The flu shots reduced the risk of getting flu by about half, the Centers for Disease Control and Prevention said. Most years, when the vaccine covers the flu strains present, the shots prevent the illness about 80 percent of the time.

"We should continue to vaccinate even when we may not have a perfect match," concluded Dr. Carolyn Bridges, a medical epidemiologist with the CDC's National Immunization Program.

The 83 million doses of last year's vaccine were mostly used up by Christmas after the flu struck early and hard, drawing special attention to deaths and complications among children. As demand grew, Georgia and other states scrambled to get more vaccine. The CDC bought leftover supply and parceled doses to states most in need.

At least 152 children died from lab-confirmed flu throughout the season. Health officials can't say if that is unusual because detailed records are not traditionally kept.

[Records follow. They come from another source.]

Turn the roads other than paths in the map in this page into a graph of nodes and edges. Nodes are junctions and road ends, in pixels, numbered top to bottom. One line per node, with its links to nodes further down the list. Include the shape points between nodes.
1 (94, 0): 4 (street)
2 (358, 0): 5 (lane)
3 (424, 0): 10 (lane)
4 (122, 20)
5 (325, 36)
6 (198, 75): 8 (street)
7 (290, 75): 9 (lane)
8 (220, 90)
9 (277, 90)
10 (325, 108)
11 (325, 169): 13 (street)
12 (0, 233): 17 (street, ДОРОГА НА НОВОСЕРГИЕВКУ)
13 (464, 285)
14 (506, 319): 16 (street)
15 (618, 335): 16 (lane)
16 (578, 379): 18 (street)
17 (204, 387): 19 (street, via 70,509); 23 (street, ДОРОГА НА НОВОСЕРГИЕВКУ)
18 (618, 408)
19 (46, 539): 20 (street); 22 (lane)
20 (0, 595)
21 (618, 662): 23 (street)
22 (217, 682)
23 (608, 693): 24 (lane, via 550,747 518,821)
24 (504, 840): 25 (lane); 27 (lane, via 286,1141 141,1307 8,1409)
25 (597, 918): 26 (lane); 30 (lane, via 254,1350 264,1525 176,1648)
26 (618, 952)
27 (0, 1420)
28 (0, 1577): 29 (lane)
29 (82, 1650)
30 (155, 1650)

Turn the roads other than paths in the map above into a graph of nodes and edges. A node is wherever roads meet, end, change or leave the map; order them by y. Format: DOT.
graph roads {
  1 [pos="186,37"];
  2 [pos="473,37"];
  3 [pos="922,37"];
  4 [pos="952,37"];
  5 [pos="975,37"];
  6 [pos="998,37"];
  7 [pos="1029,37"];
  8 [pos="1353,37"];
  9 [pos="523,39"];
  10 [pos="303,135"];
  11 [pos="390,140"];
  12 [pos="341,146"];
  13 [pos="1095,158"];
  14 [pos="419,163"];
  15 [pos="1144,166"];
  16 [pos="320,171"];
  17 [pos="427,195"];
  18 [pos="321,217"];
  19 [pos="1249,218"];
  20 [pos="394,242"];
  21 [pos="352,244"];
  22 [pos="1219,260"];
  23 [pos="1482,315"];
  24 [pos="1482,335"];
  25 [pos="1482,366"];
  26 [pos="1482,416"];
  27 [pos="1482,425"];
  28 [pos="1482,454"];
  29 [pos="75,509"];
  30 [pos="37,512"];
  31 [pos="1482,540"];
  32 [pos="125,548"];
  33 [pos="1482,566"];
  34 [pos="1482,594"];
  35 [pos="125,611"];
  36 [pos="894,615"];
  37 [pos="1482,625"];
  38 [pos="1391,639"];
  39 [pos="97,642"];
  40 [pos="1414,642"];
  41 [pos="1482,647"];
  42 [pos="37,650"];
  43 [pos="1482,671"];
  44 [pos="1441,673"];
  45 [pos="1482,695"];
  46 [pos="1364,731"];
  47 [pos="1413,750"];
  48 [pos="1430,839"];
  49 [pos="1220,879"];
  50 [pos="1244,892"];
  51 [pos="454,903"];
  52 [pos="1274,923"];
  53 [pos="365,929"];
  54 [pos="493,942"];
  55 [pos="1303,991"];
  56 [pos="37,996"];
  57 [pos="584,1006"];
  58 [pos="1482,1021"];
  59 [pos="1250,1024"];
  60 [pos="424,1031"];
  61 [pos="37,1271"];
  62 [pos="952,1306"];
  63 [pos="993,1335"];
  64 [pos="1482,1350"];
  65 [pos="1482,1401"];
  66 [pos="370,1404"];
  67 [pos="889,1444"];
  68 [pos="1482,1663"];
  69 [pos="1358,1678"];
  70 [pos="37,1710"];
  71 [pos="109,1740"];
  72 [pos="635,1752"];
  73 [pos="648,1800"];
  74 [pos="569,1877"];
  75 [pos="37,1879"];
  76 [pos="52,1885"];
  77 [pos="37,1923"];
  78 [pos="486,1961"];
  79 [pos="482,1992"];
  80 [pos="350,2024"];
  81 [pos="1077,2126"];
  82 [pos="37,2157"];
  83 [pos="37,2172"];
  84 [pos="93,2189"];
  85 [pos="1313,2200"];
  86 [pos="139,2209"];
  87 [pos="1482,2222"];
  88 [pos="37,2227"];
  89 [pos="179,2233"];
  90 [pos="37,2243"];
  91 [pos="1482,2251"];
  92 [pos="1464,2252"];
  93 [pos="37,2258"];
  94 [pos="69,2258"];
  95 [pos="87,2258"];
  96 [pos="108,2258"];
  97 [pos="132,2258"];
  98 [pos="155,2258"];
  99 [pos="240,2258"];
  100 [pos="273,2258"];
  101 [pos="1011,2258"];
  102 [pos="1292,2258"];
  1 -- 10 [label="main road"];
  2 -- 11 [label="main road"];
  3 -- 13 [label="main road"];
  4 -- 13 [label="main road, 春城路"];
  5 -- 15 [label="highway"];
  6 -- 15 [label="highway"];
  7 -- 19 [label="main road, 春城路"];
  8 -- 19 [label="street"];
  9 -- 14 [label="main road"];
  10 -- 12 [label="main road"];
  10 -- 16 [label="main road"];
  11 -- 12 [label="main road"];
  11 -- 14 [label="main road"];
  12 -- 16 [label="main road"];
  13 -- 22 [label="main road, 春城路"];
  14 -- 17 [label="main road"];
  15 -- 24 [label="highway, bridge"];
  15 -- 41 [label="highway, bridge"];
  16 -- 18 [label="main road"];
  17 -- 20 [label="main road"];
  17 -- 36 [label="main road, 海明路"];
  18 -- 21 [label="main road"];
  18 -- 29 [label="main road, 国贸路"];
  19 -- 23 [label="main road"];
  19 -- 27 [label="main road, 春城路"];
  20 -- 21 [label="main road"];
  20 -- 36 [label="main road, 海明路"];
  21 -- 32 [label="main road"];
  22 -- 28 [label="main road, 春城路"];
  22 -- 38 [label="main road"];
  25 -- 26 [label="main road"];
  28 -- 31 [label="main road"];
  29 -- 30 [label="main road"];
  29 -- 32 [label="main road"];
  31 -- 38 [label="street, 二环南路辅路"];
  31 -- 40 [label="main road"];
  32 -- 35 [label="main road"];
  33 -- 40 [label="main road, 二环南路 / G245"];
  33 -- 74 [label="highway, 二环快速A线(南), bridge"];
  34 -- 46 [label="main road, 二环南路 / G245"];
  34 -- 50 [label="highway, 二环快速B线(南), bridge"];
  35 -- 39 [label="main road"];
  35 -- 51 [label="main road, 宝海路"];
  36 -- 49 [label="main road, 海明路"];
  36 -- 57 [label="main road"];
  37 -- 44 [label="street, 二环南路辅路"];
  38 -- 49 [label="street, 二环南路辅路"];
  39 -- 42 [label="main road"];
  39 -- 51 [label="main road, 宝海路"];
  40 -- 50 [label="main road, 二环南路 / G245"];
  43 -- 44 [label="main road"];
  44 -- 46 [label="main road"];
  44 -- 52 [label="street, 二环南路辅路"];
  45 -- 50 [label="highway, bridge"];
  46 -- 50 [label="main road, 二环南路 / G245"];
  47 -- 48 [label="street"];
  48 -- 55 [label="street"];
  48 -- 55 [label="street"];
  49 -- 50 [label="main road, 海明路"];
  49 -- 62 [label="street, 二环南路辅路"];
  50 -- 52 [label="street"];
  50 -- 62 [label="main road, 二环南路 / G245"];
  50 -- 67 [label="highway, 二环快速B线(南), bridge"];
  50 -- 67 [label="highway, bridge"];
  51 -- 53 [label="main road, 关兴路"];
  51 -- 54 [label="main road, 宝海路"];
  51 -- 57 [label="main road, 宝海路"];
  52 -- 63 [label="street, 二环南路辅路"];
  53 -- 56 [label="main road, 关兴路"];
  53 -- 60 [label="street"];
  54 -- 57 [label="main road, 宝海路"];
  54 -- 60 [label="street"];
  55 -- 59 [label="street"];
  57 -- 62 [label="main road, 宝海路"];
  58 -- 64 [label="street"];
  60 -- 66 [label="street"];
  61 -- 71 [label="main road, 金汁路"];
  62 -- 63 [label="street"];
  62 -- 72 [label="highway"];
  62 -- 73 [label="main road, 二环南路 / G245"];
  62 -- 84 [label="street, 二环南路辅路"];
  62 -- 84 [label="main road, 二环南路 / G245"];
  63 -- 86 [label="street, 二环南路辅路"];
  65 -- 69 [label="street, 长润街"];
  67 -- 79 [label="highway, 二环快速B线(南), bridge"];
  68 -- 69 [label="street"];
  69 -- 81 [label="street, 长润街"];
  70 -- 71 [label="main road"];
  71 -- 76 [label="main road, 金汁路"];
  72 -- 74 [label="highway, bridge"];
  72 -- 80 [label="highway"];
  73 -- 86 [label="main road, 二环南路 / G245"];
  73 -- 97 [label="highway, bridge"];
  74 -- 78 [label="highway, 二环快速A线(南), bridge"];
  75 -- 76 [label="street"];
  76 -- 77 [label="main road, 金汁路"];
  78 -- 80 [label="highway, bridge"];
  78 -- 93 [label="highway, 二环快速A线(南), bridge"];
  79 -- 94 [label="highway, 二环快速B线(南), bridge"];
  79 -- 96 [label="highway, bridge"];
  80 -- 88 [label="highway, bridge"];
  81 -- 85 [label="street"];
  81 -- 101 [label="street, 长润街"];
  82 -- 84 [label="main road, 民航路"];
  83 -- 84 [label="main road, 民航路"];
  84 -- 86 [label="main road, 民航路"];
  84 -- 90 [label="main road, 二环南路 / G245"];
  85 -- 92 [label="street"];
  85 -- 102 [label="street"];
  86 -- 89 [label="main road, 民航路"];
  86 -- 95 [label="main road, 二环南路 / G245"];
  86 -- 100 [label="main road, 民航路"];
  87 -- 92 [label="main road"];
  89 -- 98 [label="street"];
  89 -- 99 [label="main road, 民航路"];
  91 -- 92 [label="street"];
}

With this year's flu season approaching --- many health departments offer shots in October --- the government says 100 million doses of vaccine will be available, with 4.5 million more in reserve.

No new viral strains have emerged to make this year's vaccine out of date, as was the case last year when the dominant Fujian strain appeared too late to be included in the vaccine.

"It looks like the strains selected for the vaccine will be good for the upcoming year," said Dr. Keiji Fukuda, the CDC's chief of influenza epidemiology. But he cautioned that new strains could arise anytime.

Even with last year's mismatch, the shots protected against lab-confirmed flu in 52 percent of people ages 50 to 64 studied in Colorado, the CDC said. The shots were 49 percent effective in children under age 2 in warding off pneumonia and influenza, though that category may include illnesses other than true flu.

Vaccines engineered to fight certain viral strains can sometimes trigger immune responses to slightly different strains, Bridges said.